How to complete this task = From the entries below, copy every line where the string "Coffeen" appears.

Excerpted data =
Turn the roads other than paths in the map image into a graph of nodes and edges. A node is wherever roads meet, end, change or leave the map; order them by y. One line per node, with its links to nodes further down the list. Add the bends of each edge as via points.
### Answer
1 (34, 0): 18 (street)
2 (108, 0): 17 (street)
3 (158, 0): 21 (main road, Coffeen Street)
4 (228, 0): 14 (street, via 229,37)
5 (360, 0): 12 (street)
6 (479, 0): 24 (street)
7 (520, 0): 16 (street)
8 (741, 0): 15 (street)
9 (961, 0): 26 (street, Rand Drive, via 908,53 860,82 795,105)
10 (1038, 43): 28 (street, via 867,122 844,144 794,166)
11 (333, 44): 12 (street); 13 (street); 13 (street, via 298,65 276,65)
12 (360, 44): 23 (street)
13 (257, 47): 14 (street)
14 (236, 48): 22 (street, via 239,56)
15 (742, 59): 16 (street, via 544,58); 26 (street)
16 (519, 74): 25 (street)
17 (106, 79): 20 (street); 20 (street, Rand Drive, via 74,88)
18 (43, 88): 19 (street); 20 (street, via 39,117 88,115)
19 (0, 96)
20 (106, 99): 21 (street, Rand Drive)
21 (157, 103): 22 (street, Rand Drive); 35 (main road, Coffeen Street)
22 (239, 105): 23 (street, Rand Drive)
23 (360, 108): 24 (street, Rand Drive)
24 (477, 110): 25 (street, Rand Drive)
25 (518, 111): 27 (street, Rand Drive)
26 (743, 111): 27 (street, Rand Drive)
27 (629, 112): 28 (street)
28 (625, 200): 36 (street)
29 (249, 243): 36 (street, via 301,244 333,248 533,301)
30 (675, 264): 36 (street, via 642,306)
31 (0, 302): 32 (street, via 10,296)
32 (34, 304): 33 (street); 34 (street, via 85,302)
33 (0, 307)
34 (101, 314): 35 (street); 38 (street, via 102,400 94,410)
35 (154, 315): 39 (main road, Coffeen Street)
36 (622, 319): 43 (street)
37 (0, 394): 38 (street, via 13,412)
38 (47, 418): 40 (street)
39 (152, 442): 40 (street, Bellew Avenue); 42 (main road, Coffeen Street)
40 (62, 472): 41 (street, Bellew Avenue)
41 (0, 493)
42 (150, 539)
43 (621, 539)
--
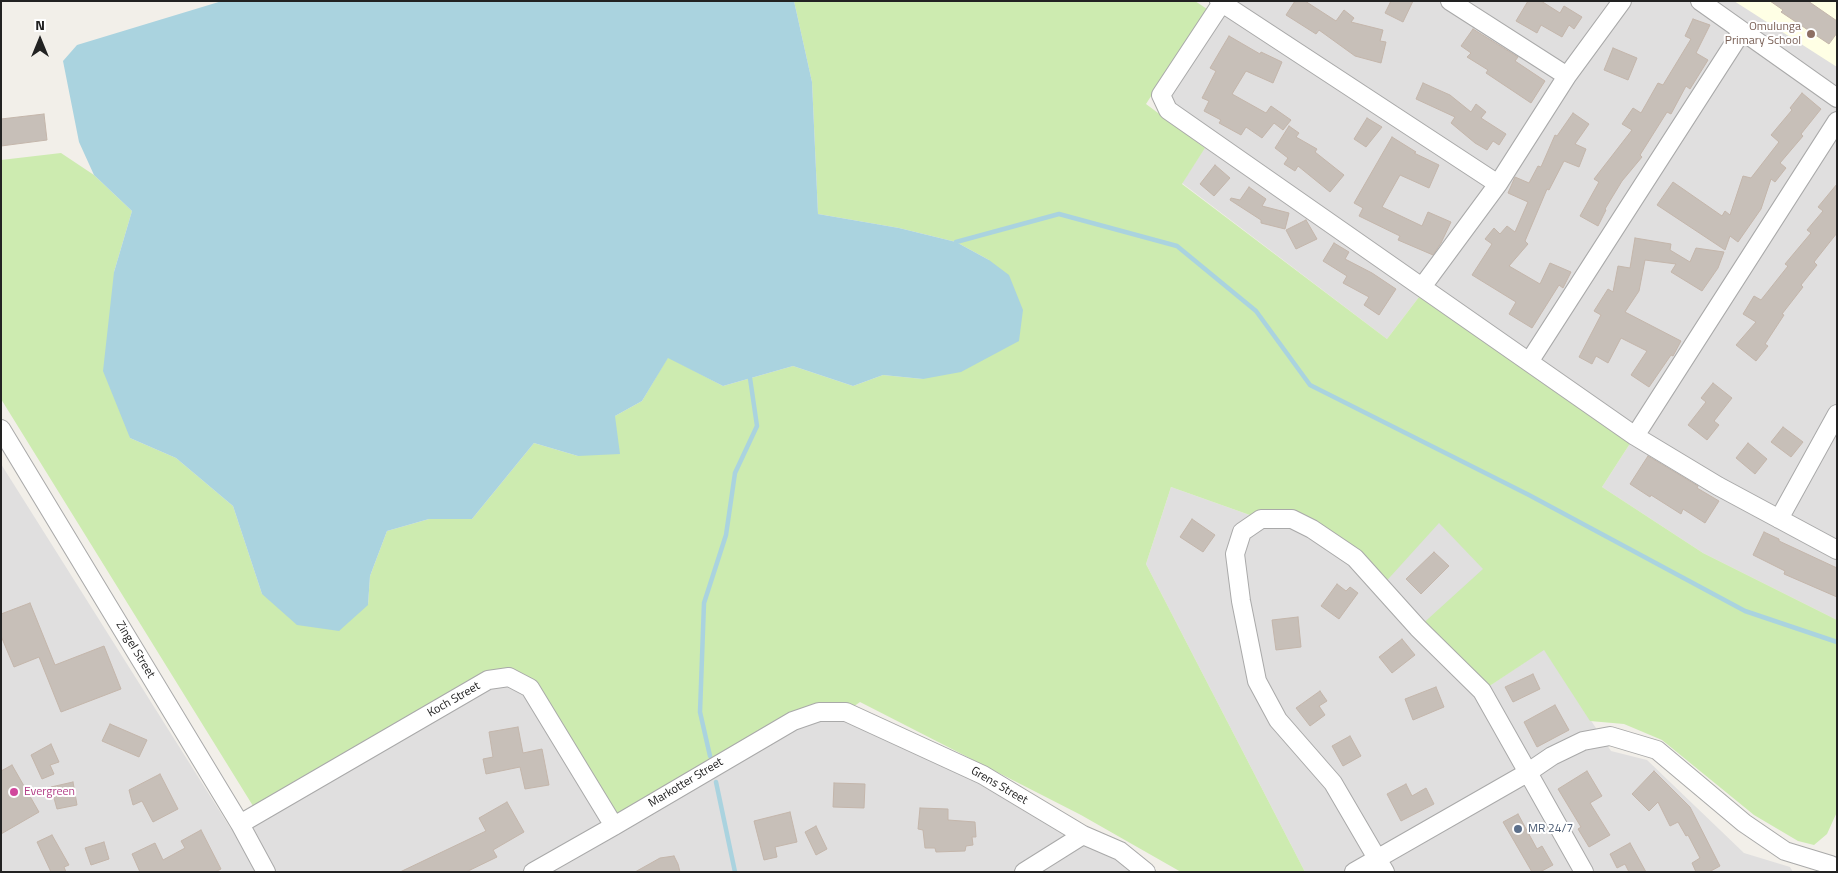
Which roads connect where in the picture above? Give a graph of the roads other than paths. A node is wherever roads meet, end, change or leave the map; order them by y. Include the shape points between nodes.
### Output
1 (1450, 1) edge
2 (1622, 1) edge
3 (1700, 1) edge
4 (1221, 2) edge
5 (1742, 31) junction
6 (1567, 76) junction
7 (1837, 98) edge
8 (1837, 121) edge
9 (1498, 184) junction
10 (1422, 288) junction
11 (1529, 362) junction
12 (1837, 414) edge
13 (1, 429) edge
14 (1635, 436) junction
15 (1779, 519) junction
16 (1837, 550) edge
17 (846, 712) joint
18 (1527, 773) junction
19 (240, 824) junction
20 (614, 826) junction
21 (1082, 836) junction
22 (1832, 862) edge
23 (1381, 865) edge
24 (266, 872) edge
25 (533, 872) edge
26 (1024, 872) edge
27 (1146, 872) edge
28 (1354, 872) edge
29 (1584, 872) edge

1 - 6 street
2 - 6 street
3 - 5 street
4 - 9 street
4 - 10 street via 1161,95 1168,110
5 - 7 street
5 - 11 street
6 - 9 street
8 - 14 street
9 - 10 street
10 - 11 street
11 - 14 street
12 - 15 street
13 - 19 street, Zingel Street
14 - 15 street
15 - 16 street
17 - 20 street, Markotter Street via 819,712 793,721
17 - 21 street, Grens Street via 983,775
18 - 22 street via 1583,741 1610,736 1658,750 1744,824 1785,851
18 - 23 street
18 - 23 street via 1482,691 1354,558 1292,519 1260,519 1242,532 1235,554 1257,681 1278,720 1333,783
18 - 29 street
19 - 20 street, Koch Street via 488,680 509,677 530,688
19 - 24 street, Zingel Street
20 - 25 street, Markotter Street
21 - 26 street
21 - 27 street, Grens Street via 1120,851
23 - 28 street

Answer box =
3 (158, 0): 21 (main road, Coffeen Street)
21 (157, 103): 22 (street, Rand Drive); 35 (main road, Coffeen Street)
35 (154, 315): 39 (main road, Coffeen Street)
39 (152, 442): 40 (street, Bellew Avenue); 42 (main road, Coffeen Street)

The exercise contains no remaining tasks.